Activity: Where in the material does the word "every" appear? Copy each line that has it.

Material shown:
- Opening Delimiter -
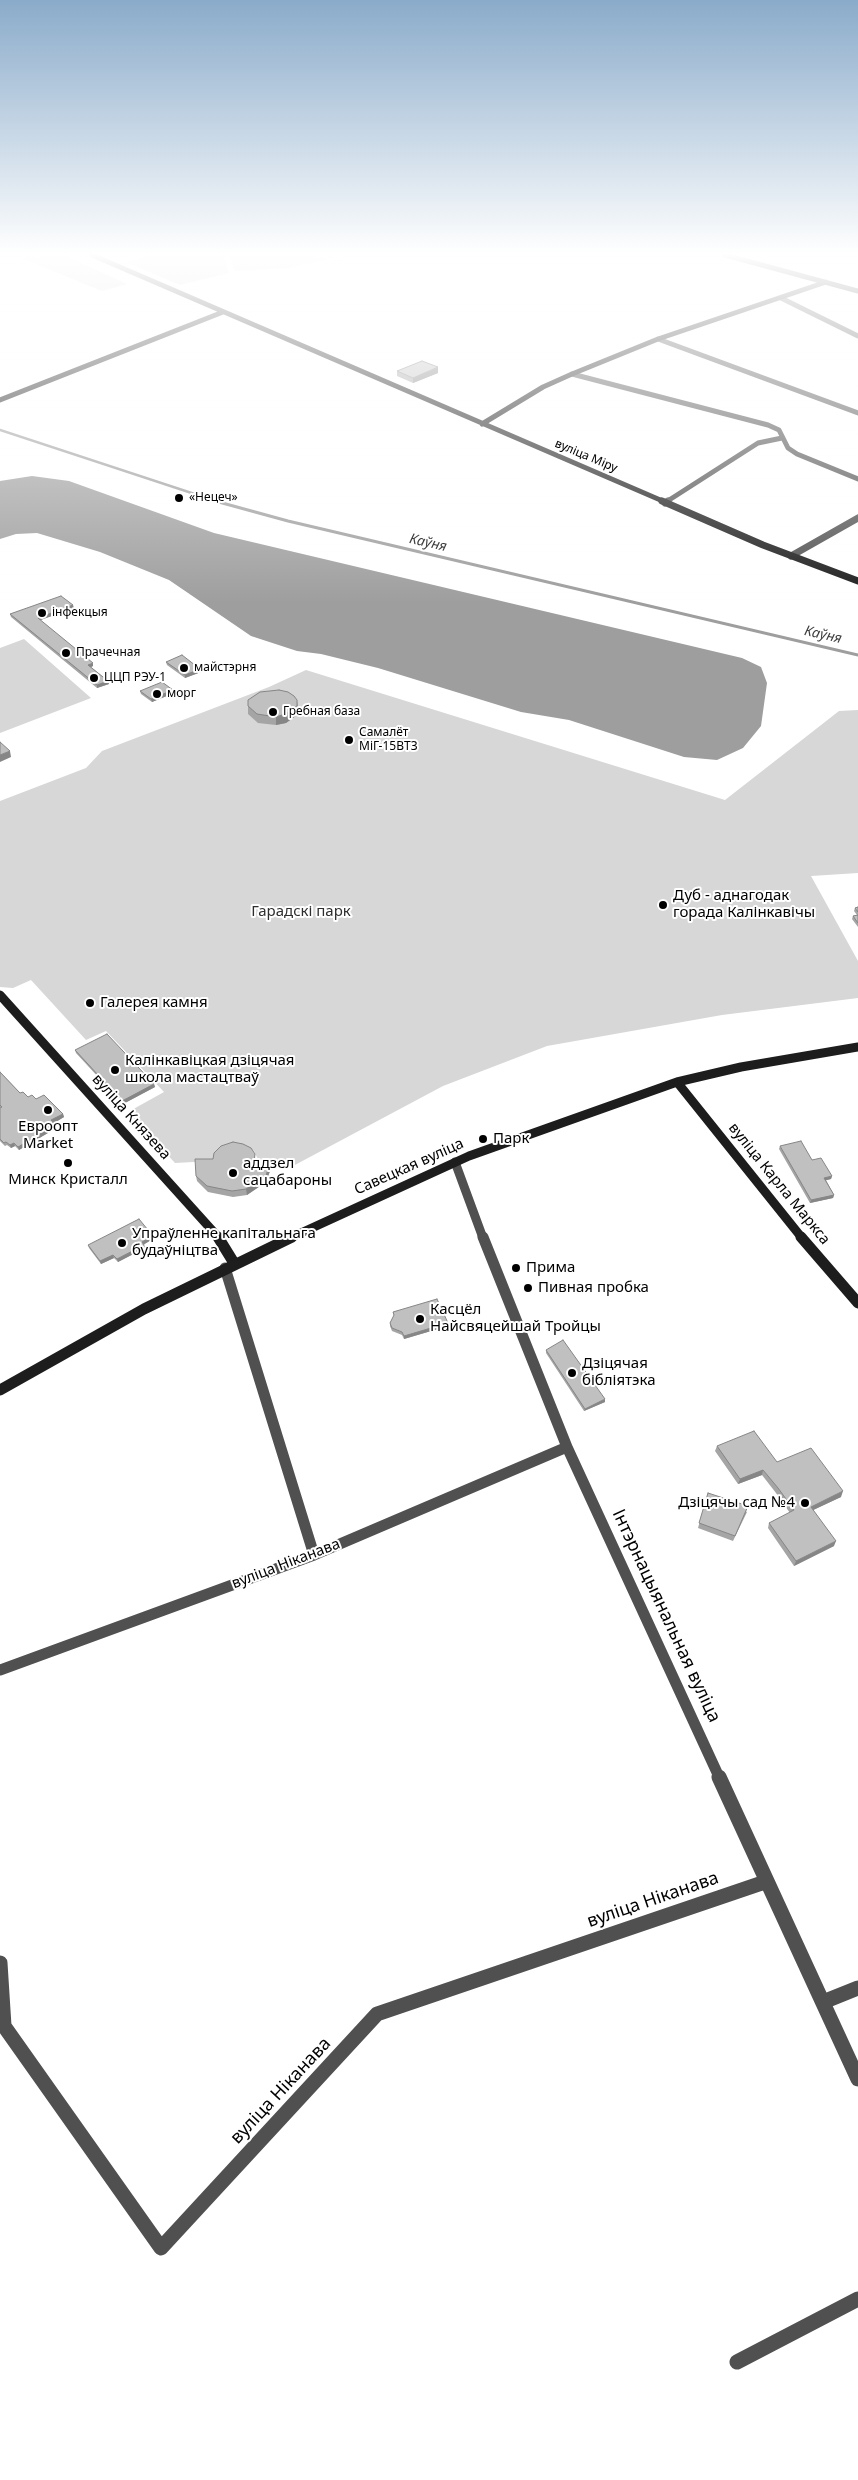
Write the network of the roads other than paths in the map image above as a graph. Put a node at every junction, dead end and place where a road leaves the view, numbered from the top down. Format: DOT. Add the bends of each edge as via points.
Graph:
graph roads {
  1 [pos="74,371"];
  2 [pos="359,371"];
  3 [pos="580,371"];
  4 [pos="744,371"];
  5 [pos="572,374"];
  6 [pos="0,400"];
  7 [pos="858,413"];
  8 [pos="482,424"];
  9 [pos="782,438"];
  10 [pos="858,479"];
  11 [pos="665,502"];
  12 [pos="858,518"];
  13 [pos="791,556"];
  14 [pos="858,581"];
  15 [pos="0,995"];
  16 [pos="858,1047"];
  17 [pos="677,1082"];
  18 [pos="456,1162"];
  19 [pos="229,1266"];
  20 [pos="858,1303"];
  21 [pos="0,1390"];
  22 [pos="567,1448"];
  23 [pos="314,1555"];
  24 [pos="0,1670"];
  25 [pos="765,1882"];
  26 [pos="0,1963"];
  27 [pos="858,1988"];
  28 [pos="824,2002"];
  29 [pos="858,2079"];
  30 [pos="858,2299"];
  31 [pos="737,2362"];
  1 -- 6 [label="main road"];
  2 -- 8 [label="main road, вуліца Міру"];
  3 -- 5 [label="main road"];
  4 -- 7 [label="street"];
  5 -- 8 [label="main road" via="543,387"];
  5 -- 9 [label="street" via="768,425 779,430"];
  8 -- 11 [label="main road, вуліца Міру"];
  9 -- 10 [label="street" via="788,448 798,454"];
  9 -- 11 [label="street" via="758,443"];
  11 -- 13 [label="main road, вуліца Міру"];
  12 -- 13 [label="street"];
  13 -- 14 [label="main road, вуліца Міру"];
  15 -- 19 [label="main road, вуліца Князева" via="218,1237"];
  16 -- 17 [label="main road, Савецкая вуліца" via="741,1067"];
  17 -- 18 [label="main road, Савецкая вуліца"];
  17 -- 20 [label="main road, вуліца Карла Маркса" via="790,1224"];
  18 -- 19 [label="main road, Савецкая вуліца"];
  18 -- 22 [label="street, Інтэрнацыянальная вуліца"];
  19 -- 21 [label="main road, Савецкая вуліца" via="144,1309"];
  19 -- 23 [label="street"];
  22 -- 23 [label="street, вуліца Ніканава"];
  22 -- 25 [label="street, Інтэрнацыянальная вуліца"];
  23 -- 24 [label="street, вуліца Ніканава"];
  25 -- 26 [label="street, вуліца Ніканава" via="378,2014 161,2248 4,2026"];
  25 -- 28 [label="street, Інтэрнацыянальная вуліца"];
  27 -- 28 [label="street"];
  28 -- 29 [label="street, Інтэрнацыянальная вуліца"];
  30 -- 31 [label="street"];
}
- Closing Delimiter -
- Opening Delimiter -
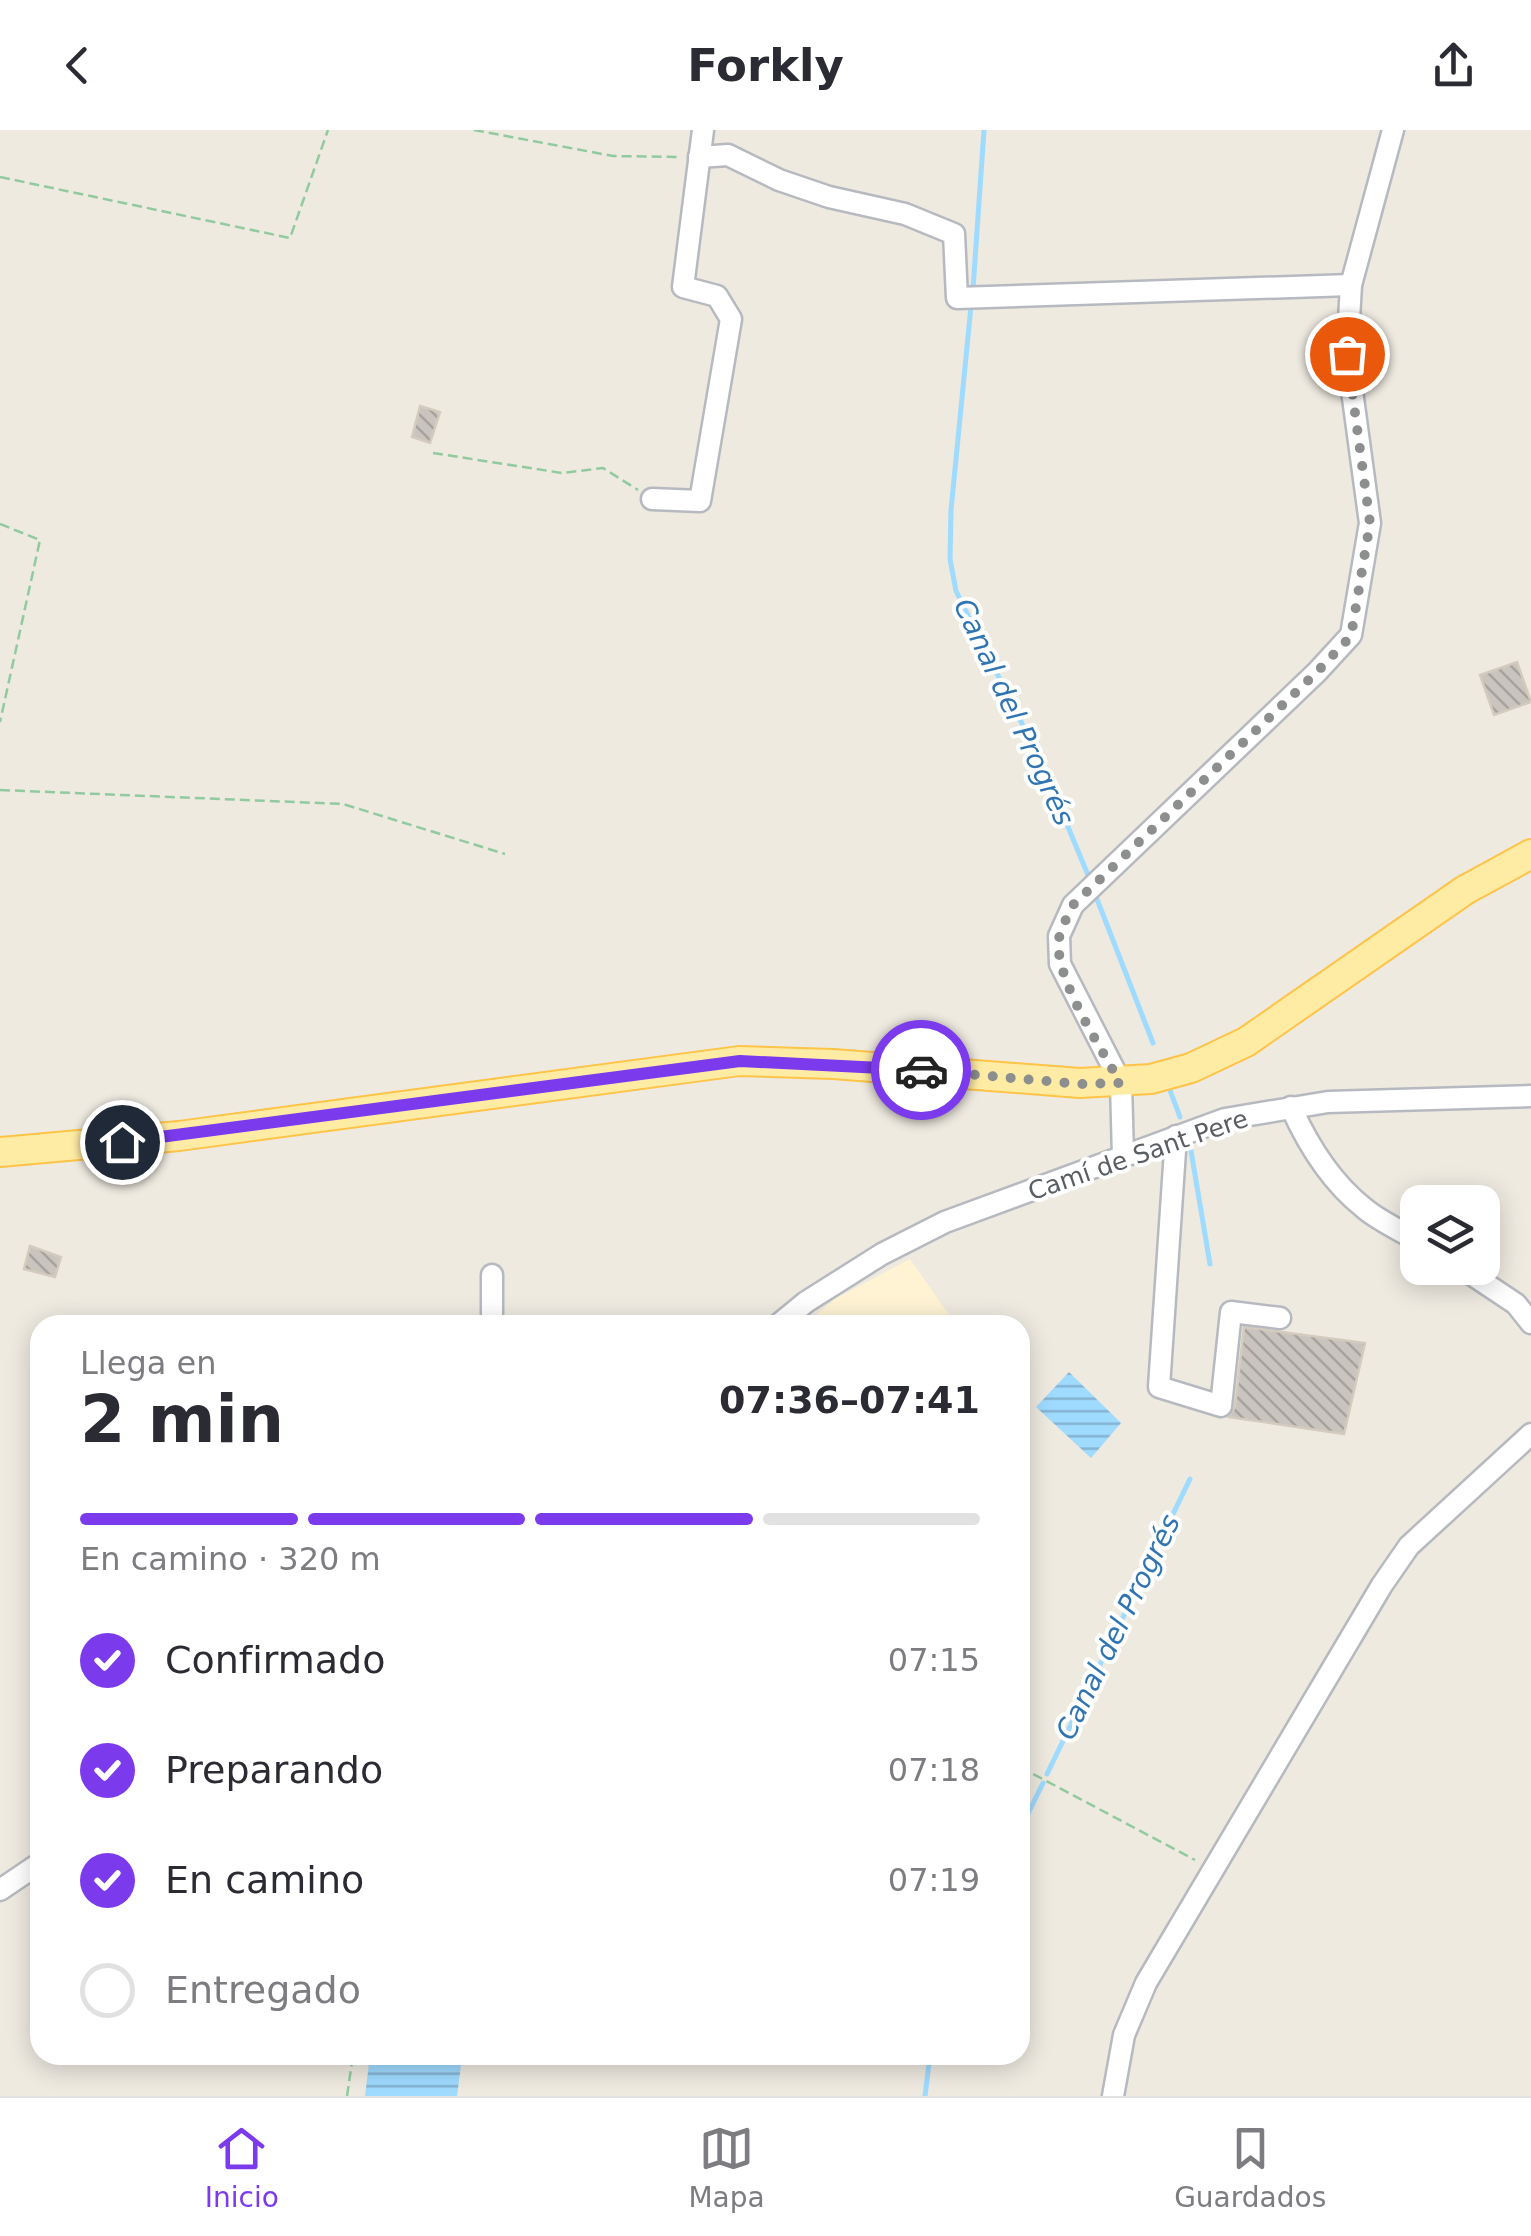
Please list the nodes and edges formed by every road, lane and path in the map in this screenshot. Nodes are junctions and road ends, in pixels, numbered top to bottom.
- Closing Delimiter -
Problem solution:
Write the network of the roads other than paths in the map image above as a graph. Put a node at every junction, dead end and place where a road leaves the view, numbered from the top down. Format: DOT. Add the bends of each edge as via points.
Please list the nodes and edges formed by every road, lane and path in the map in this screenshot. Nodes are junctions and road ends, in pixels, numbered top to bottom.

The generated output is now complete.